Chegando em Paris, Lico foi direto para o Museu de História da Saúde Pública e dos Serviços Sociais: Musée de l’Assistance Publique Hôpitaux. Ele estava ansioso para conhecer a história de Pierre Fauchard, o francês que revolucionou a odontologia com o livro Le Chirurgien-Dentiste ou O Cirurgião Dentista.

Veja o que ele descobriu sobre o francês que viveu entre 1678 e 1761.

Pierre era de uma família pobre e já aos 15 anos começou a trabalhar na Marinha Real Francesa. Lá, iniciou a prática da medicina. Atendia principalmente os pacientes com escorbuto, doença bucal causada pela falta de vitamina C na alimentação. Naquela época, um problema comum nos marinheiros, pois ficavam longos períodos no mar, sem comer verduras e frutas frescas.

Aos 19 anos ele seguiu para a universidade/hospital de Angers, onde aprofundou seus estudos em saúde bucal. Neste período Pierre Fauchard criou vários instrumentos para uso em cirurgias bucais. Muitos deles adaptados de ferramentas vindas de outras áreas como joalheria, relojoaria e até barbearia.

Contribuiu muito para estabelecer o conceito de recuperação dos dentes. Até então, não se considerava a possibilidade de salvar o dente doente. Extraíam e pronto.

Mesmo pensando que poderia perder clientes com esses novos tratamentos e soluções duradouras, ele seguiu em frente. Veja o que escreveu quando anunciou a invenção de pivôs e dentaduras:

“Aperfeiçoei e também inventei várias peças artificiais para a substituição dos dentes e para remediar sua perda completa, ainda que, em prejuízo do meu próprio interesse”.

Ele também cometeu seus equívocos. Um dos mais exóticos foi aconselhar os pacientes a fazer bochechos com a própria urina. Urrgggh!

Felizmente, os acertos foram geniais e os erros, digamos, fizeram parte do trabalho e das limitações da época. Sem dúvida, ele foi o principal responsável por tirar os dentistas das barbearias da Idade Média e os colocar sob a luz da ciência moderna.  

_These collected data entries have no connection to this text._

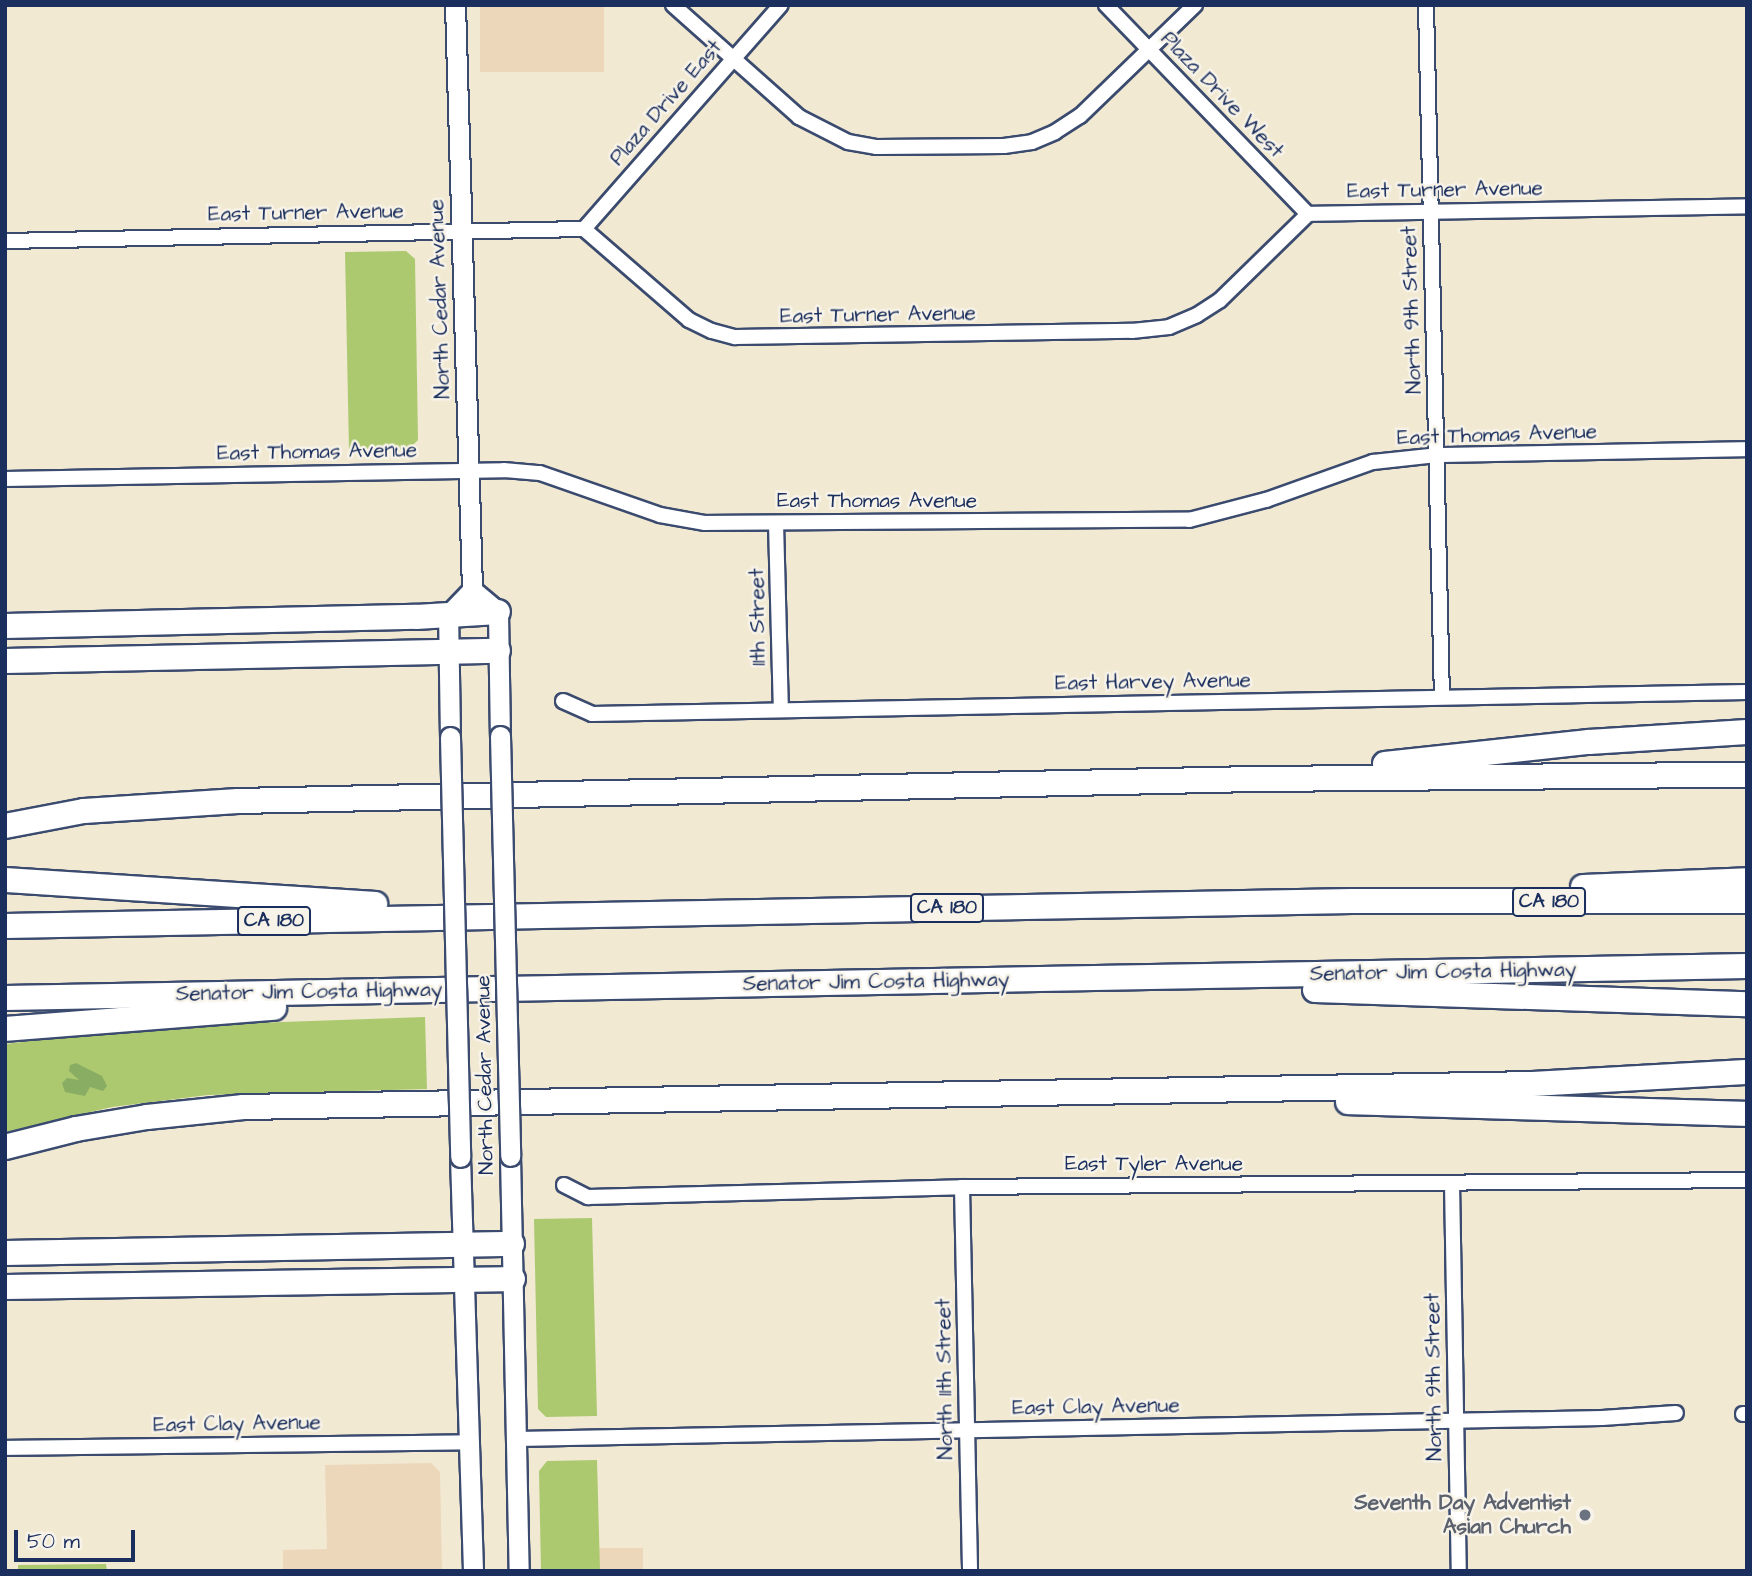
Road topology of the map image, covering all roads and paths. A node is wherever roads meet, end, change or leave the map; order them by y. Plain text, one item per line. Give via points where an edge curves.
1 (455, 5) edge
2 (673, 5) edge
3 (781, 5) edge
4 (1106, 5) edge
5 (1195, 5) edge
6 (1426, 5) edge
7 (1149, 51) junction
8 (734, 58) junction
9 (1747, 206) edge
10 (1430, 212) junction
11 (1308, 214) junction
12 (584, 229) junction
13 (460, 230) junction
14 (5, 241) edge
15 (1747, 449) edge
16 (1437, 456) junction
17 (469, 470) junction
18 (5, 479) edge
19 (776, 523) junction
20 (472, 590) junction
21 (498, 612) junction
22 (448, 615) junction
23 (5, 626) edge
24 (498, 651) junction
25 (449, 652) junction
26 (5, 661) edge
27 (1747, 692) edge
28 (1442, 697) junction
29 (563, 701) dead end
30 (781, 709) junction
31 (1747, 732) edge
32 (1747, 775) edge
33 (1257, 779) junction
34 (10, 824) edge
35 (5, 880) edge
36 (1747, 880) edge
37 (1352, 901) junction
38 (1747, 901) edge
39 (543, 915) junction
40 (5, 926) edge
41 (1747, 966) edge
42 (1027, 980) junction
43 (540, 988) junction
44 (5, 998) edge
45 (1747, 1004) edge
46 (5, 1029) edge
47 (1747, 1072) edge
48 (1029, 1092) junction
49 (1747, 1114) edge
50 (5, 1147) edge
51 (1747, 1180) edge
52 (1452, 1183) junction
53 (564, 1185) dead end
54 (962, 1187) junction
55 (512, 1244) junction
56 (463, 1245) junction
57 (5, 1253) edge
58 (513, 1279) junction
59 (464, 1280) junction
60 (5, 1287) edge
61 (1676, 1413) dead end
62 (1456, 1421) junction
63 (967, 1430) junction
64 (517, 1439) junction
65 (468, 1442) junction
66 (5, 1448) edge
67 (474, 1571) edge
68 (519, 1571) edge
69 (970, 1571) edge
70 (1459, 1571) edge

1 - 13 main road, North Cedar Avenue
2 - 8 street
3 - 8 street, Plaza Drive East
4 - 7 street, Plaza Drive West
5 - 7 street
6 - 10 street, North 9th Street
7 - 8 street via 1080,116 1032,142 1004,146 876,147 848,142 799,117
7 - 11 street, Plaza Drive West
8 - 12 street, Plaza Drive East
9 - 10 street, East Turner Avenue
10 - 11 street, East Turner Avenue
10 - 16 street, North 9th Street
11 - 12 street, East Turner Avenue via 1220,300 1197,315 1169,327 1118,332 735,337 689,320
12 - 13 street, East Turner Avenue
13 - 14 street, East Turner Avenue
13 - 17 main road, North Cedar Avenue
15 - 16 street, East Thomas Avenue
16 - 19 street, East Thomas Avenue via 1373,462 1266,500 1189,520
16 - 28 street, North 9th Street
17 - 18 street, East Thomas Avenue
17 - 19 street, East Thomas Avenue via 540,473 660,515 694,521
17 - 20 main road, North Cedar Avenue
19 - 30 street, 11th Street
20 - 21 main road
20 - 22 main road
21 - 22 highway
21 - 24 main road, North Cedar Avenue
22 - 23 highway
22 - 25 main road, North Cedar Avenue
24 - 25 highway
24 - 55 main road, North Cedar Avenue, bridge
25 - 26 highway
25 - 56 main road, North Cedar Avenue, bridge
27 - 28 street, East Harvey Avenue
28 - 30 street, East Harvey Avenue
29 - 30 street, East Harvey Avenue via 592,714
31 - 33 highway via 1589,742
32 - 33 highway
33 - 34 highway via 197,802 84,811
35 - 39 highway
36 - 37 highway
37 - 38 highway, CA 180
37 - 39 highway, CA 180
39 - 40 highway, CA 180
41 - 42 highway, Senator Jim Costa Highway
42 - 43 highway, Senator Jim Costa Highway
42 - 45 highway
43 - 44 highway, Senator Jim Costa Highway
43 - 46 highway
47 - 48 highway via 1531,1084
48 - 49 highway
48 - 50 highway via 243,1107 147,1117
51 - 52 street, East Tyler Avenue
52 - 54 street, East Tyler Avenue
52 - 62 street, North 9th Street
53 - 54 street, East Tyler Avenue via 588,1197
54 - 63 street, North 11th Street
55 - 56 highway
55 - 58 main road, North Cedar Avenue
56 - 57 highway
56 - 59 main road, North Cedar Avenue
58 - 59 highway
58 - 64 main road, North Cedar Avenue
59 - 60 highway
59 - 65 main road, North Cedar Avenue
61 - 62 street, East Clay Avenue
62 - 63 street, East Clay Avenue
62 - 70 street, North 9th Street
63 - 64 street, East Clay Avenue
63 - 69 street, North 11th Street
64 - 68 main road, North Cedar Avenue
65 - 66 street, East Clay Avenue
65 - 67 main road, North Cedar Avenue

Além de entender porque ele foi considerado o “pai da odontologia moderna”, Lico também ficou fascinado com o poder dos livros, pois Pierre compartilhou todo seu conhecimento escrevendo o livro “O Cirurgião Dentista”. E a partir dele, novos saltos científicos foram dados para o bem da humanidade.

Após a decolagem, observando a Torre Eiffel se afastar, Lico lembrou de uma das frases de Mário Quintana: “Livros não mudam o mundo, quem muda o mundo são as pessoas. Os livros só mudam as pessoas.”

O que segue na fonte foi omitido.